(Collected data entries)
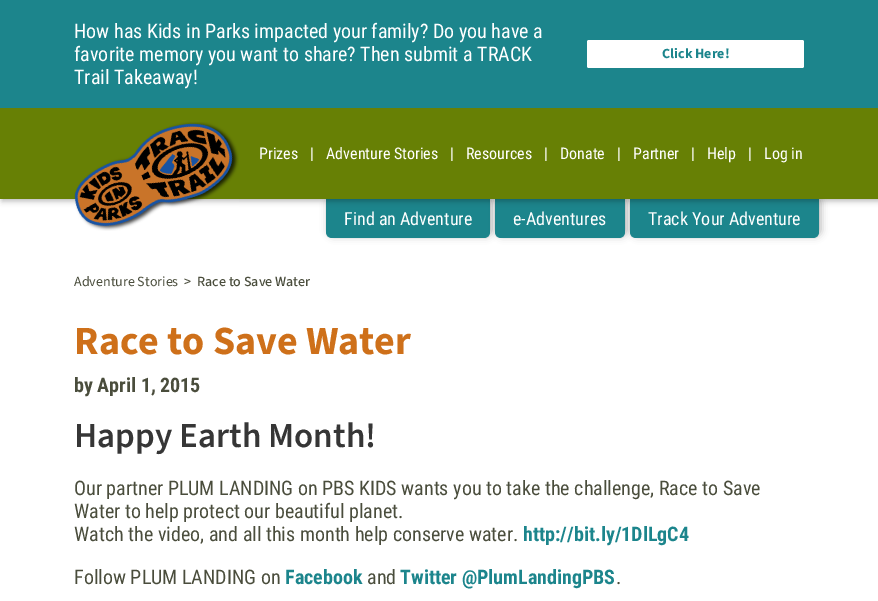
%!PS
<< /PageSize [878 601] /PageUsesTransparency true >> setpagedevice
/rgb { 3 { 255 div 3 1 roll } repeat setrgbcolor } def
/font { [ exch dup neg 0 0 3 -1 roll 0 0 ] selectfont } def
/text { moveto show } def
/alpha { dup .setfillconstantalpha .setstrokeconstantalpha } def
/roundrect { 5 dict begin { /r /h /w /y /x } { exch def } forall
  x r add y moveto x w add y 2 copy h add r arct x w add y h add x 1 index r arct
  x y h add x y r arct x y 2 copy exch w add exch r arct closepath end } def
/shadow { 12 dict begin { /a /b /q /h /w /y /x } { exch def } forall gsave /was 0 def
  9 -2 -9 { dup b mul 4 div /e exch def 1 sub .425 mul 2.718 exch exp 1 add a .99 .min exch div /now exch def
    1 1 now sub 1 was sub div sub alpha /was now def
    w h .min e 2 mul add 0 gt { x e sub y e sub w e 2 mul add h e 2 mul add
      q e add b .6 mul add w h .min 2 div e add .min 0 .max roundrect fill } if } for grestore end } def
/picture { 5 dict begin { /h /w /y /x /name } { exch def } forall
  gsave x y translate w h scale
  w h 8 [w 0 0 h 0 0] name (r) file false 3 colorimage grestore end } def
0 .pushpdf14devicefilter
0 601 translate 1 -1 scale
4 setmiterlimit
255 255 255 rgb
0 0 878 601 rectfill
28 133 140 rgb
0 0 878 108 rectfill
255 255 255 rgb
587 40 217 28 2 roundrect fill
0 0 0 rgb
328 197 164 39 6 4 0.28 shadow
28 133 140 rgb
326 199 moveto 164 0 rlineto 0 33 rlineto 0 3.5 -2.5 6 -6 6 rcurveto -152 0 rlineto -3.5 0 -6 -2.5 -6 -6 rcurveto closepath fill
0 0 0 rgb
497 197 130 39 6 4 0.28 shadow
28 133 140 rgb
495 199 moveto 130 0 rlineto 0 33 rlineto 0 3.5 -2.5 6 -6 6 rcurveto -118 0 rlineto -3.5 0 -6 -2.5 -6 -6 rcurveto closepath fill
0 0 0 rgb
632 197 189 39 6 4 0.28 shadow
28 133 140 rgb
630 199 moveto 189 0 rlineto 0 33 rlineto 0 3.5 -2.5 6 -6 6 rcurveto -177 0 rlineto -3.5 0 -6 -2.5 -6 -6 rcurveto closepath fill
gsave
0 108 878 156 rectclip
0 0 0 rgb
2 110 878 91 0 3 0.28 shadow
grestore
103 128 5 rgb
0 108 878 91 rectfill
(img_01.rgb) 74 122 165 109 picture
/RobotoCondensed-Regular 20 font
255 255 255 rgb
(How has Kids in Parks impacted your family? Do you have a) 74 38 text
(favorite memory you want to share? Then submit a TRACK) 74 61 text
(Trail Takeaway!) 74 84 text
/SourceSans3-Bold 14 font
28 133 140 rgb
(Click Here!) 662 58 text
/RobotoCondensed-Regular 16 font
255 255 255 rgb
(Prizes) 259 159 text
(|) 310 159 text
(Adventure Stories) 326 159 text
(|) 450 159 text
(Resources) 466 159 text
(|) 544 159 text
(Donate) 560 159 text
(|) 617 159 text
(Partner) 633 159 text
(|) 691 159 text
(Help) 707 159 text
(|) 748 159 text
(Log in) 764 159 text
/RobotoCondensed-Regular 18 font
(Find an Adventure) 344 225 text
(e-Adventures) 513 225 text
(Track Your Adventure) 648 225 text
/SourceSans3-Regular 14 font
74 77 60 rgb
(Adventure Stories) 74 286 text
/SourceSans3-Medium 14 font
(>) 184 286 text
(Race to Save Water) 197 286 text
/SourceSans3-Bold 40 font
206 112 26 rgb
(Race to Save Water) 74 354 text
/RobotoCondensed-Bold 20 font
74 77 60 rgb
(by April 1, 2015) 74 392 text
/SourceSans3-SemiBold 35 font
54 54 54 rgb
(Happy Earth Month!) 74 447 text
/RobotoCondensed-Regular 20 font
74 77 60 rgb
(Our partner PLUM LANDING on PBS KIDS wants you to take the challenge, Race to Save) 74 495 text
(Water to help protect our beautiful planet.) 74 518 text
(Watch the video, and all this month help conserve water.) 74 541 text
/RobotoCondensed-Bold 20 font
28 133 140 rgb
(http://bit.ly/1DlLgC4) 523 541 text
/RobotoCondensed-Regular 20 font
74 77 60 rgb
(Follow PLUM LANDING on) 74 584 text
/RobotoCondensed-Bold 20 font
28 133 140 rgb
(Facebook) 285 584 text
/RobotoCondensed-Regular 20 font
74 77 60 rgb
(and) 367 584 text
/RobotoCondensed-Bold 20 font
28 133 140 rgb
(Twitter @PlumLandingPBS) 400 584 text
/RobotoCondensed-Regular 20 font
74 77 60 rgb
(.) 616 584 text
.poppdf14devicefilter showpage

**Work to be completed**
Give back exactly the lines from the first line of the data through the line with "x r add y moveto", pictures excluded.

**Expected answer**
%!PS
<< /PageSize [878 601] /PageUsesTransparency true >> setpagedevice
/rgb { 3 { 255 div 3 1 roll } repeat setrgbcolor } def
/font { [ exch dup neg 0 0 3 -1 roll 0 0 ] selectfont } def
/text { moveto show } def
/alpha { dup .setfillconstantalpha .setstrokeconstantalpha } def
/roundrect { 5 dict begin { /r /h /w /y /x } { exch def } forall
  x r add y moveto x w add y 2 copy h add r arct x w add y h add x 1 index r arct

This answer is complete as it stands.